“Ishiguro's new novel is a work of wonder, transport, and beauty. A recurrent theme in his earlier books, always shown with great originality, is the matter of what happens after we have lost our way. In The Buried Giant, Ishiguro explores losing direction, memory, and certainty, as the primary characters cling to remnants of codes of behavior and belief. Which is the way through the forest? Where might our son be? And where is the dragon, and who shall seek to slay her?
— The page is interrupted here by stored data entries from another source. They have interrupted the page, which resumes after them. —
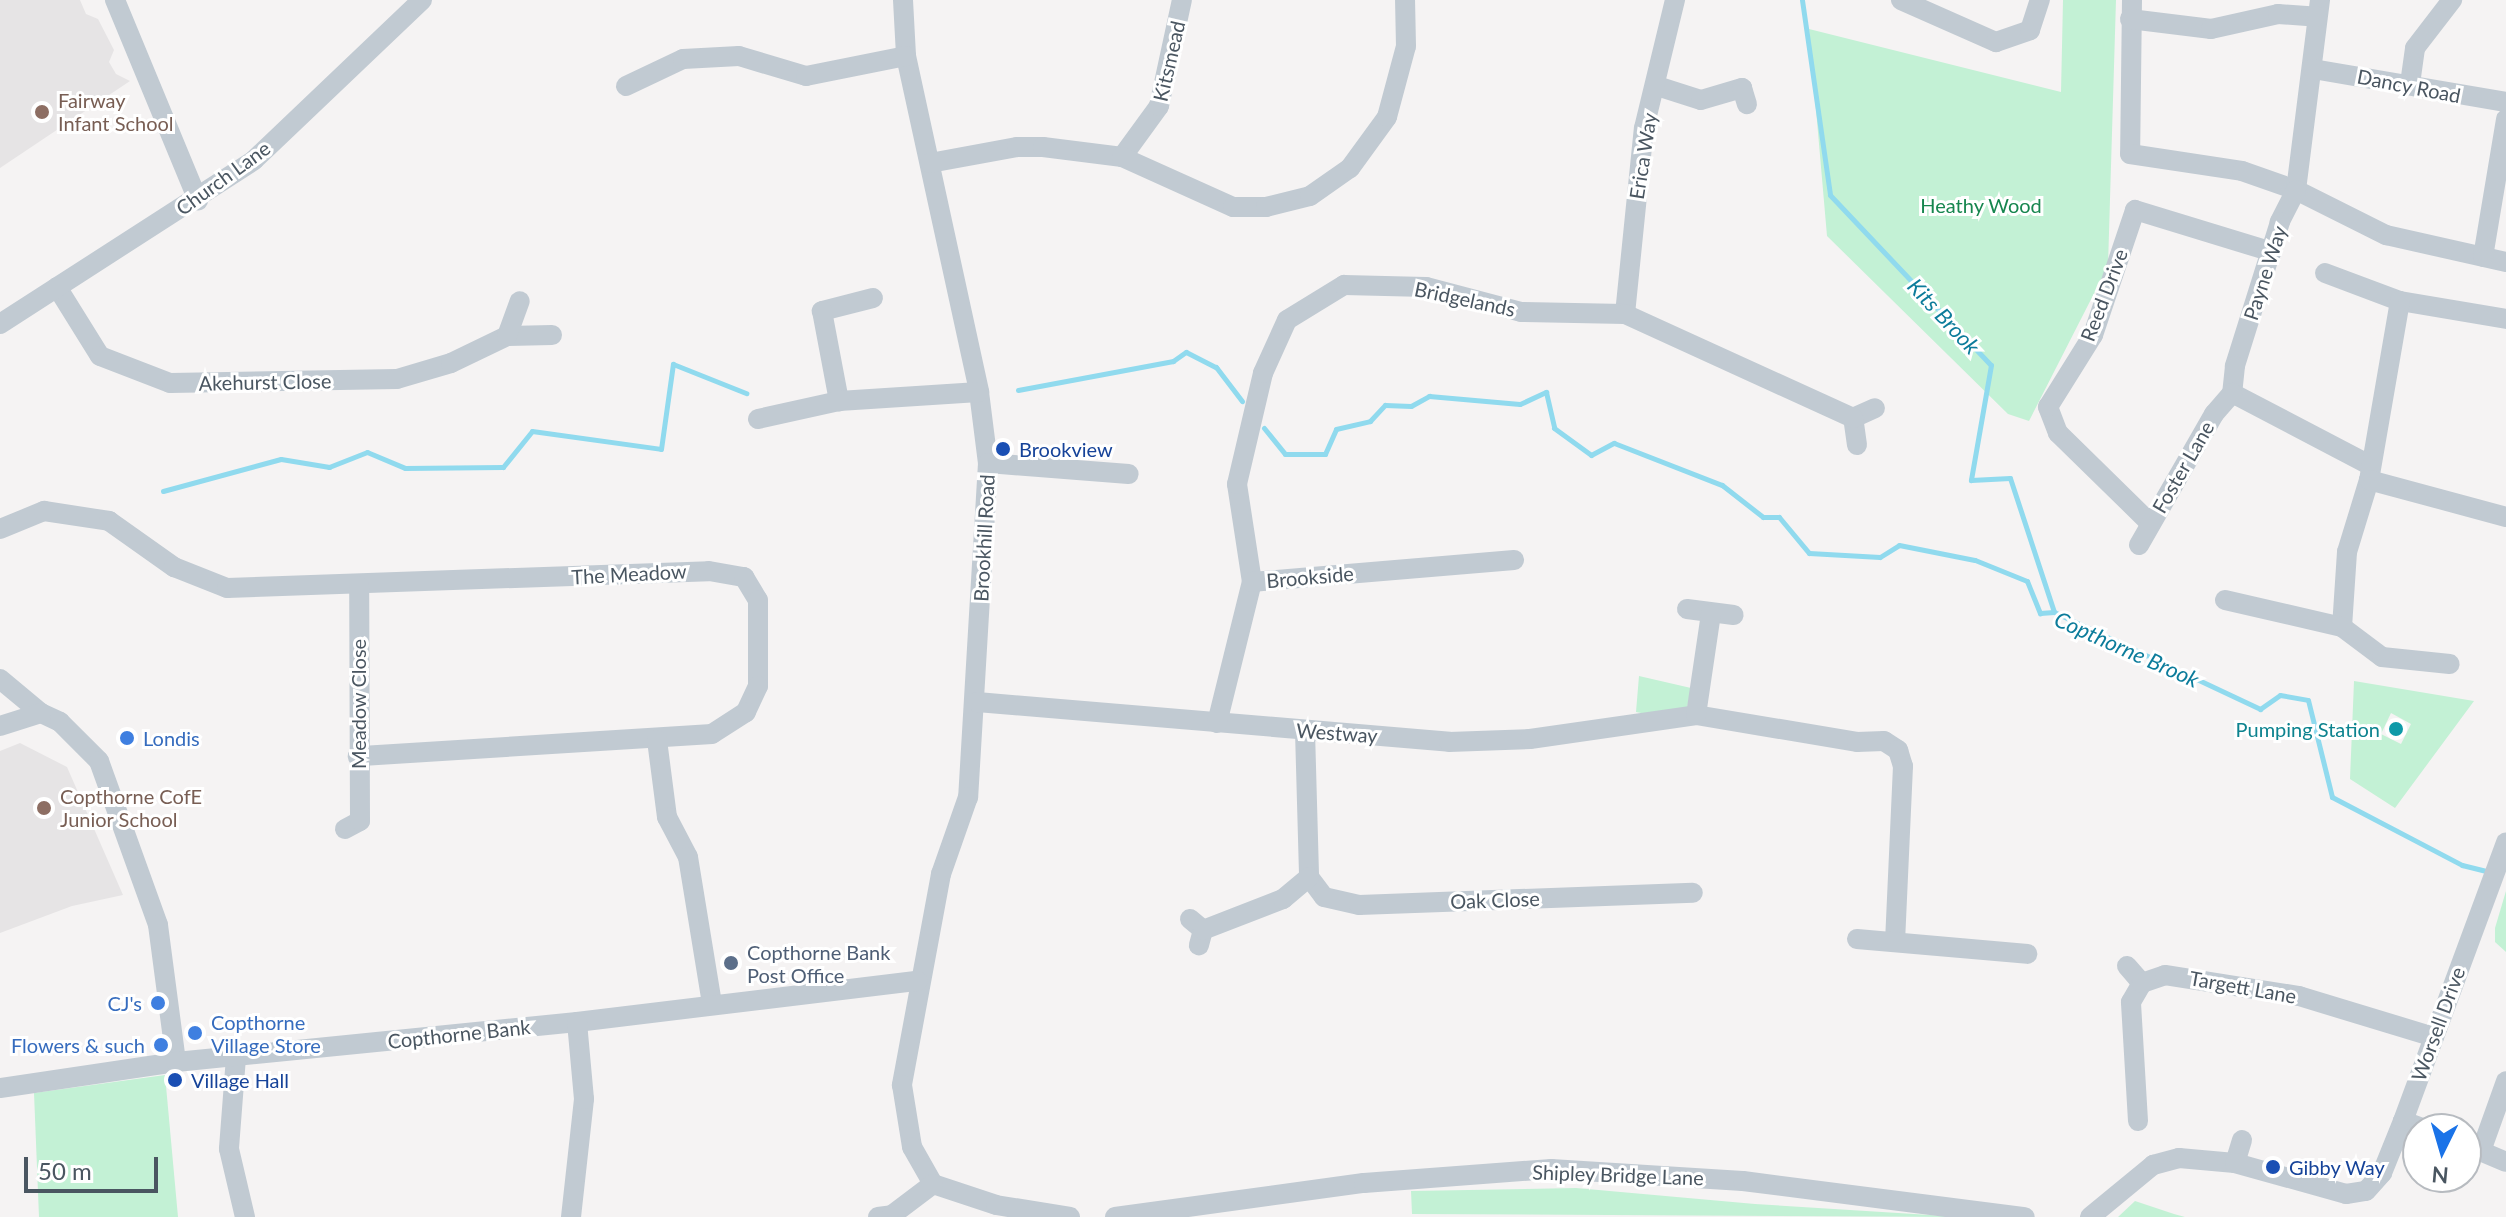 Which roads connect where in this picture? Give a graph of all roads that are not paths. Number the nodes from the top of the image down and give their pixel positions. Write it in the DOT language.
graph roads {
  1 [pos="115,0"];
  2 [pos="422,0"];
  3 [pos="903,0"];
  4 [pos="1182,0"];
  5 [pos="1405,0"];
  6 [pos="1675,0"];
  7 [pos="1901,0"];
  8 [pos="2040,0"];
  9 [pos="2452,0"];
  10 [pos="2318,9"];
  11 [pos="2131,10"];
  12 [pos="906,56"];
  13 [pos="2313,69"];
  14 [pos="2410,84"];
  15 [pos="626,86"];
  16 [pos="1657,86"];
  17 [pos="2506,102"];
  18 [pos="1747,104"];
  19 [pos="2506,119"];
  20 [pos="1122,157"];
  21 [pos="930,163"];
  22 [pos="2296,190"];
  23 [pos="198,200"];
  24 [pos="2272,252"];
  25 [pos="2483,257"];
  26 [pos="2506,262"];
  27 [pos="2325,273"];
  28 [pos="57,287"];
  29 [pos="873,298"];
  30 [pos="520,301"];
  31 [pos="2400,301"];
  32 [pos="1625,314"];
  33 [pos="2506,319"];
  34 [pos="0,324"];
  35 [pos="552,335"];
  36 [pos="507,336"];
  37 [pos="979,392"];
  38 [pos="2232,393"];
  39 [pos="839,401"];
  40 [pos="1875,408"];
  41 [pos="1853,418"];
  42 [pos="758,419"];
  43 [pos="1857,445"];
  44 [pos="988,463"];
  45 [pos="2370,469"];
  46 [pos="1129,474"];
  47 [pos="2506,517"];
  48 [pos="2150,523"];
  49 [pos="0,529"];
  50 [pos="2139,545"];
  51 [pos="1514,560"];
  52 [pos="1252,582"];
  53 [pos="359,586"];
  54 [pos="2225,600"];
  55 [pos="1687,609"];
  56 [pos="1711,614"];
  57 [pos="1734,615"];
  58 [pos="2342,627"];
  59 [pos="2450,664"];
  60 [pos="0,679"];
  61 [pos="977,702"];
  62 [pos="41,713"];
  63 [pos="1696,715"];
  64 [pos="1217,723"];
  65 [pos="0,726"];
  66 [pos="1305,731"];
  67 [pos="657,740"];
  68 [pos="358,756"];
  69 [pos="357,826"];
  70 [pos="2505,845"];
  71 [pos="1309,877"];
  72 [pos="1693,893"];
  73 [pos="1197,931"];
  74 [pos="1857,939"];
  75 [pos="1895,942"];
  76 [pos="2027,954"];
  77 [pos="2127,966"];
  78 [pos="918,981"];
  79 [pos="2142,983"];
  80 [pos="712,1004"];
  81 [pos="577,1022"];
  82 [pos="2434,1037"];
  83 [pos="236,1057"];
  84 [pos="176,1062"];
  85 [pos="2506,1081"];
  86 [pos="0,1088"];
  87 [pos="2406,1113"];
  88 [pos="2138,1121"];
  89 [pos="2402,1123"];
  90 [pos="2482,1130"];
  91 [pos="2242,1140"];
  92 [pos="2482,1152"];
  93 [pos="2506,1162"];
  94 [pos="2235,1163"];
  95 [pos="933,1184"];
  96 [pos="249,1211"];
  97 [pos="571,1217"];
  98 [pos="878,1217"];
  99 [pos="1070,1217"];
  100 [pos="1115,1217"];
  101 [pos="2025,1217"];
  102 [pos="2090,1217"];
  1 -- 23 [label="street"];
  2 -- 23 [label="street, Church Lane"];
  3 -- 12 [label="street, Brookhill Road"];
  4 -- 20 [label="street, Kitsmead"];
  5 -- 20 [label="street"];
  6 -- 16 [label="street, Erica Way"];
  7 -- 8 [label="street"];
  9 -- 14 [label="street"];
  10 -- 11 [label="street"];
  10 -- 13 [label="street, Payne Way"];
  11 -- 22 [label="street"];
  12 -- 15 [label="street"];
  12 -- 21 [label="street, Brookhill Road"];
  13 -- 14 [label="street, Dancy Road"];
  13 -- 22 [label="street, Payne Way"];
  14 -- 17 [label="street, Dancy Road"];
  16 -- 18 [label="street"];
  16 -- 32 [label="street, Erica Way"];
  19 -- 25 [label="street"];
  20 -- 21 [label="street"];
  21 -- 37 [label="street, Brookhill Road"];
  22 -- 24 [label="street, Payne Way"];
  22 -- 25 [label="street"];
  23 -- 28 [label="street, Church Lane"];
  24 -- 38 [label="street, Payne Way"];
  24 -- 48 [label="street, Reed Drive"];
  25 -- 26 [label="street"];
  27 -- 31 [label="street"];
  28 -- 34 [label="street, Church Lane"];
  28 -- 36 [label="street, Akehurst Close"];
  29 -- 39 [label="street"];
  30 -- 36 [label="street"];
  31 -- 33 [label="street"];
  31 -- 45 [label="street"];
  32 -- 41 [label="street, Bridgelands"];
  32 -- 52 [label="street, Bridgelands"];
  35 -- 36 [label="street, Akehurst Close"];
  37 -- 39 [label="street"];
  37 -- 44 [label="street, Brookhill Road"];
  38 -- 45 [label="street"];
  38 -- 48 [label="street, Foster Lane"];
  39 -- 42 [label="street"];
  40 -- 41 [label="street"];
  41 -- 43 [label="street"];
  44 -- 46 [label="street"];
  44 -- 61 [label="street, Brookhill Road"];
  45 -- 47 [label="street"];
  45 -- 58 [label="street"];
  48 -- 50 [label="street, Foster Lane"];
  49 -- 53 [label="street, The Meadow"];
  51 -- 52 [label="street, Brookside"];
  52 -- 64 [label="street, Brookside"];
  53 -- 67 [label="street, The Meadow"];
  53 -- 68 [label="street, Meadow Close"];
  54 -- 58 [label="street"];
  55 -- 56 [label="street"];
  56 -- 57 [label="street"];
  56 -- 63 [label="street"];
  58 -- 59 [label="street"];
  60 -- 62 [label="street"];
  61 -- 64 [label="street, Westway"];
  61 -- 78 [label="street, Brookhill Road"];
  62 -- 65 [label="street"];
  62 -- 84 [label="street"];
  63 -- 66 [label="street, Westway"];
  63 -- 75 [label="street, Westway"];
  64 -- 66 [label="street, Westway"];
  66 -- 71 [label="street"];
  67 -- 68 [label="street, The Meadow"];
  67 -- 80 [label="street"];
  68 -- 69 [label="street, Meadow Close"];
  70 -- 82 [label="street, Worsell Drive"];
  71 -- 72 [label="street, Oak Close"];
  71 -- 73 [label="street"];
  74 -- 75 [label="street"];
  75 -- 76 [label="street"];
  77 -- 79 [label="street"];
  78 -- 80 [label="street, Copthorne Bank"];
  78 -- 95 [label="street"];
  79 -- 82 [label="street, Targett Lane"];
  79 -- 88 [label="street"];
  80 -- 81 [label="street, Copthorne Bank"];
  81 -- 83 [label="street, Copthorne Bank"];
  81 -- 97 [label="street"];
  82 -- 87 [label="street, Worsell Drive"];
  83 -- 84 [label="street, Copthorne Bank"];
  83 -- 96 [label="street"];
  84 -- 86 [label="street, Copthorne Bank"];
  85 -- 90 [label="street"];
  89 -- 94 [label="street, Worsell Drive"];
  91 -- 94 [label="street"];
  92 -- 93 [label="street"];
  94 -- 102 [label="street, Worsell Drive"];
  95 -- 98 [label="street"];
  95 -- 99 [label="street"];
  100 -- 101 [label="street, Shipley Bridge Lane"];
}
Set in the time just after King Arthur's reign, Ishiguro's tale, with striking, fable-like rhythm and narrative, shows how losing and finding our way runs long, deep, and to the core of things.”
— Rick Simonson, The Elliott Bay Book Company, Seattle, WA
It’s hard for me to describe how this book moved me. The elegiac descriptions of landscapes shrouded in mist, the inherent longing and loss of the characters, the underlying tenseness of roiling anger, the connection to myths, the truth and the lies in memory and in the forgetting of all those things. Absolutely one of the best books I have read in years and one I will be returning to again and again.
— Daniel
I loved this foggy and atmospheric post-Arthurian tale. Axl and Beatrice are our main characters, an elderly couple that decides to venture through the English countryside in search of a son they believe they had years back and are now suddenly remembering. The novel has many elements of Athurian fantasy, but the true heart of this story is memory and how it holds our trauma and shapes our guilt.